◆ Action item ◆
Return the listing below unchanged, minus its pictures.

◆ Dataset entries ◆
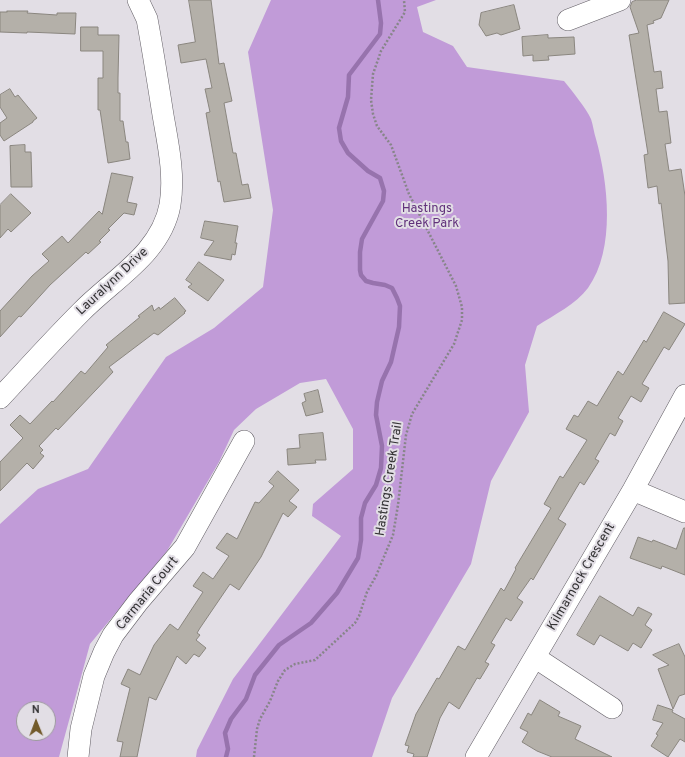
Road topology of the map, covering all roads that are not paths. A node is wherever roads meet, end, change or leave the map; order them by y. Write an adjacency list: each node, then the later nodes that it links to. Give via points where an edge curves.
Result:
1 (138, 0): 5 (street, Lauralynn Drive, via 147,19 170,158 170,206 162,227 149,249 81,311)
2 (620, 0): 3 (street)
3 (568, 20)
4 (685, 395): 7 (street, Kilmarnock Crescent)
5 (0, 398)
6 (244, 441): 11 (street, Carmaria Court, via 185,547 138,602 104,652 94,676 81,729)
7 (633, 490): 8 (street); 9 (street, Kilmarnock Crescent)
8 (685, 512)
9 (536, 658): 10 (street); 12 (street, Kilmarnock Crescent)
10 (612, 708)
11 (78, 757)
12 (476, 757)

◆ Your response ◆
Road topology of the map, covering all roads that are not paths. A node is wherever roads meet, end, change or leave the map; order them by y. Write an adjacency list: each node, then the later nodes that it links to. Give via points where an edge curves.
Result:
1 (138, 0): 5 (street, Lauralynn Drive, via 147,19 170,158 170,206 162,227 149,249 81,311)
2 (620, 0): 3 (street)
3 (568, 20)
4 (685, 395): 7 (street, Kilmarnock Crescent)
5 (0, 398)
6 (244, 441): 11 (street, Carmaria Court, via 185,547 138,602 104,652 94,676 81,729)
7 (633, 490): 8 (street); 9 (street, Kilmarnock Crescent)
8 (685, 512)
9 (536, 658): 10 (street); 12 (street, Kilmarnock Crescent)
10 (612, 708)
11 (78, 757)
12 (476, 757)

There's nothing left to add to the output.